(Dataset entries)
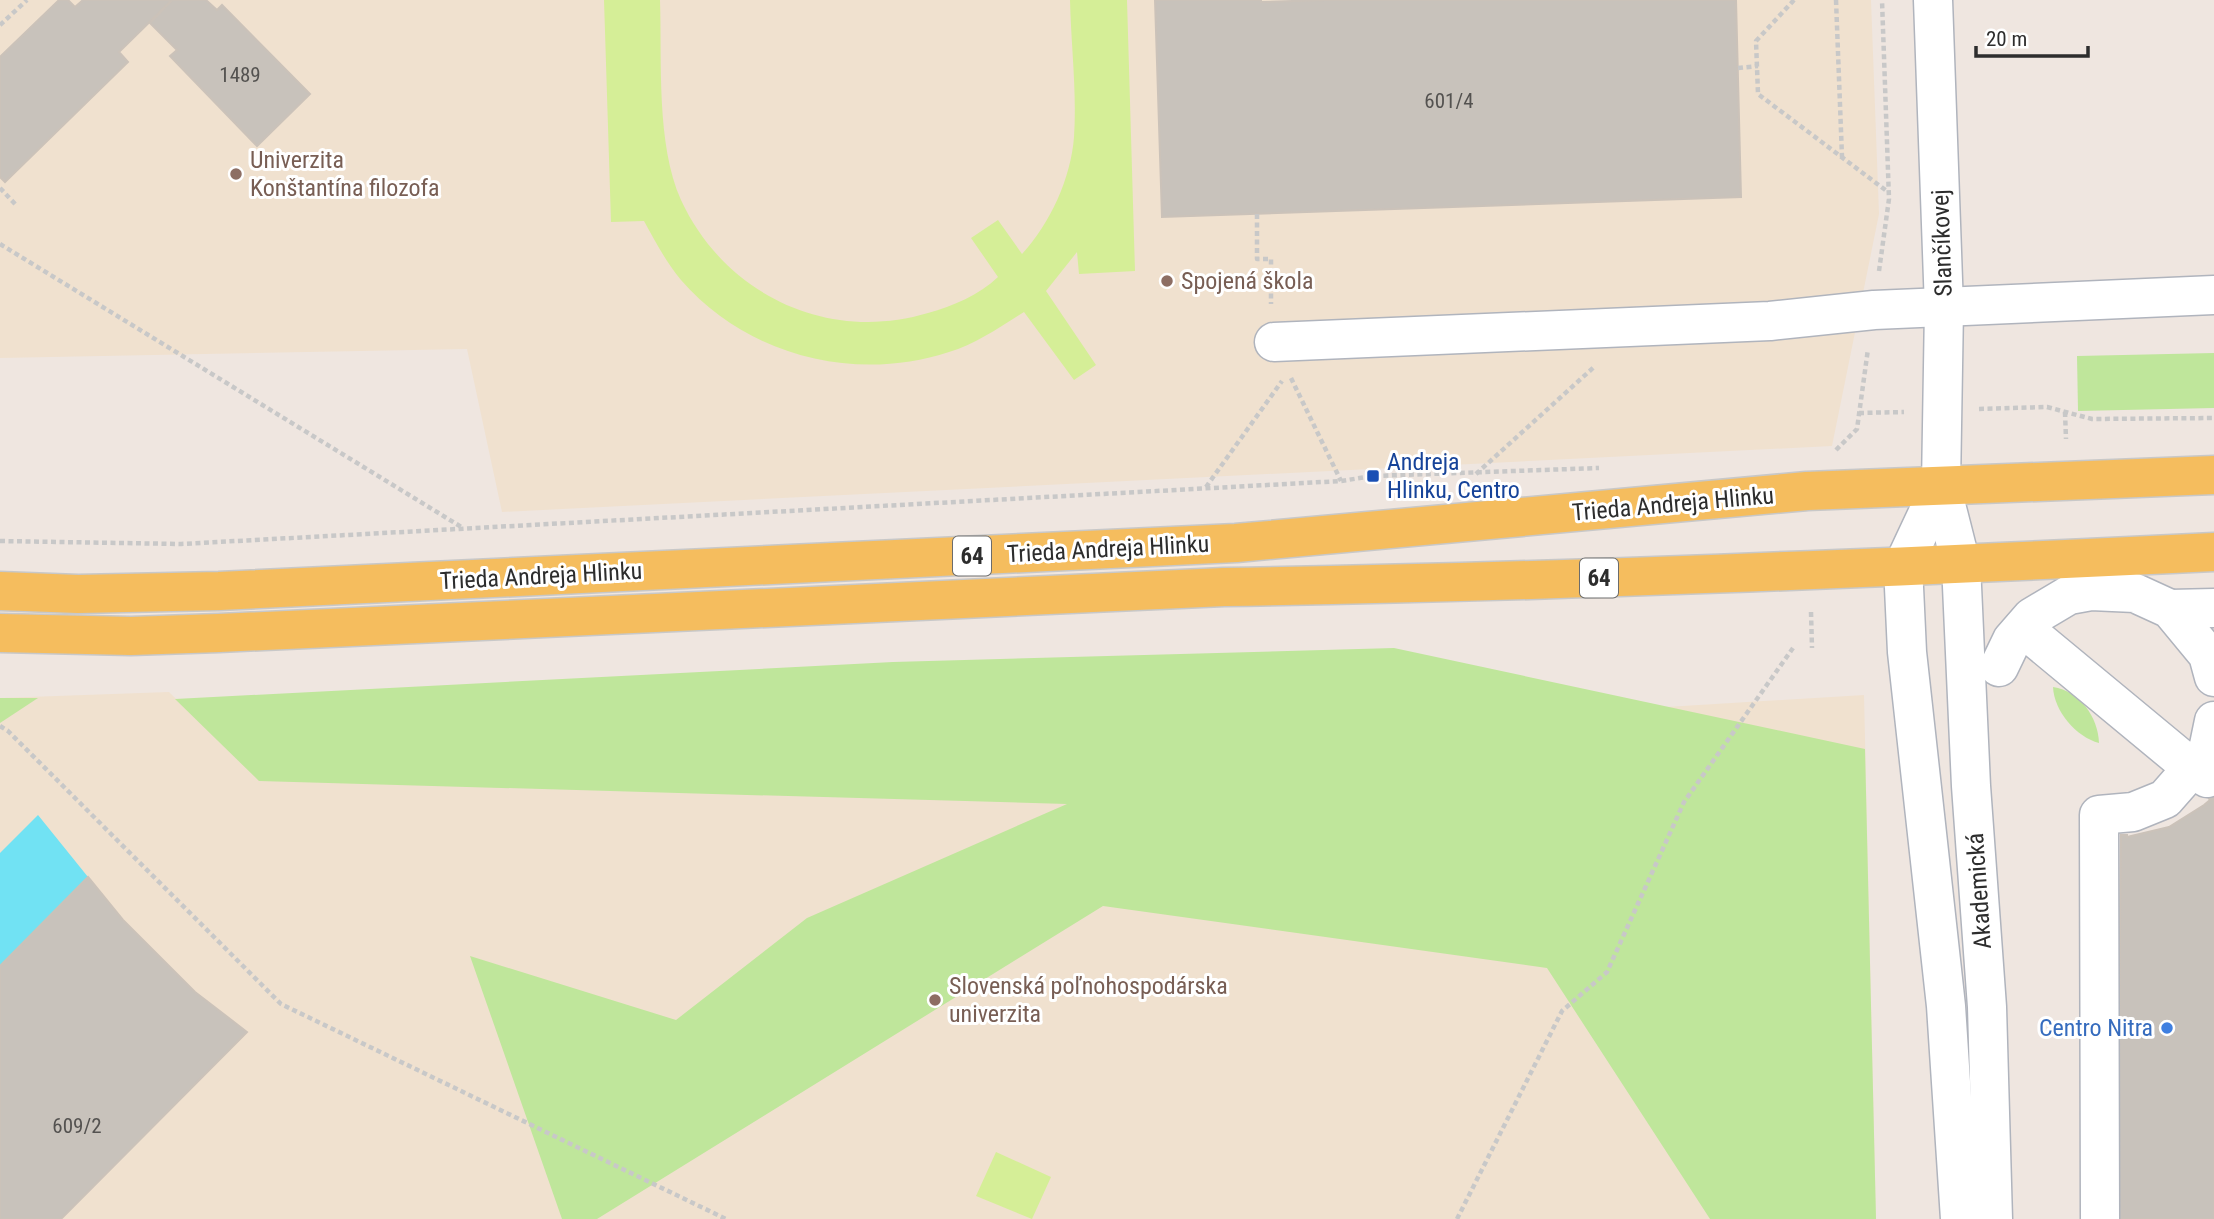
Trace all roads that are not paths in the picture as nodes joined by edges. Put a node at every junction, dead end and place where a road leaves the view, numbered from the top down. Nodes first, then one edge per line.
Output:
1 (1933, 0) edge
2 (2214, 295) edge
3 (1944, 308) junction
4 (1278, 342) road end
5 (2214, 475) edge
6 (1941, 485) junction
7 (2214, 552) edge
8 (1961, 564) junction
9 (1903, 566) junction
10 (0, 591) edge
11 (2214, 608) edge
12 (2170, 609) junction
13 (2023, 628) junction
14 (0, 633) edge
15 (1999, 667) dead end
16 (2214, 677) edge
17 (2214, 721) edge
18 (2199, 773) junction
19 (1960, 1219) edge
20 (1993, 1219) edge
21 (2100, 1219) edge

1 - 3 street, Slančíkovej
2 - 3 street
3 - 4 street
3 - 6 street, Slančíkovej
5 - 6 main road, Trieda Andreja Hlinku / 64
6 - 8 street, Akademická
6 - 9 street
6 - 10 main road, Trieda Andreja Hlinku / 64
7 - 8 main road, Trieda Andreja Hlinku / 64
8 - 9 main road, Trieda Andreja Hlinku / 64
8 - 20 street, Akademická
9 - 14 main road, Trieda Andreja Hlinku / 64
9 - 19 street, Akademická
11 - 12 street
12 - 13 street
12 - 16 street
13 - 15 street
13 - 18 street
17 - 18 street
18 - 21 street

> **Work instruction**: Without the pictures, copy all of the entries exactly as they appear.

> **Answer section**:
Trace all roads that are not paths in the picture as nodes joined by edges. Put a node at every junction, dead end and place where a road leaves the view, numbered from the top down. Nodes first, then one edge per line.
Output:
1 (1933, 0) edge
2 (2214, 295) edge
3 (1944, 308) junction
4 (1278, 342) road end
5 (2214, 475) edge
6 (1941, 485) junction
7 (2214, 552) edge
8 (1961, 564) junction
9 (1903, 566) junction
10 (0, 591) edge
11 (2214, 608) edge
12 (2170, 609) junction
13 (2023, 628) junction
14 (0, 633) edge
15 (1999, 667) dead end
16 (2214, 677) edge
17 (2214, 721) edge
18 (2199, 773) junction
19 (1960, 1219) edge
20 (1993, 1219) edge
21 (2100, 1219) edge

1 - 3 street, Slančíkovej
2 - 3 street
3 - 4 street
3 - 6 street, Slančíkovej
5 - 6 main road, Trieda Andreja Hlinku / 64
6 - 8 street, Akademická
6 - 9 street
6 - 10 main road, Trieda Andreja Hlinku / 64
7 - 8 main road, Trieda Andreja Hlinku / 64
8 - 9 main road, Trieda Andreja Hlinku / 64
8 - 20 street, Akademická
9 - 14 main road, Trieda Andreja Hlinku / 64
9 - 19 street, Akademická
11 - 12 street
12 - 13 street
12 - 16 street
13 - 15 street
13 - 18 street
17 - 18 street
18 - 21 street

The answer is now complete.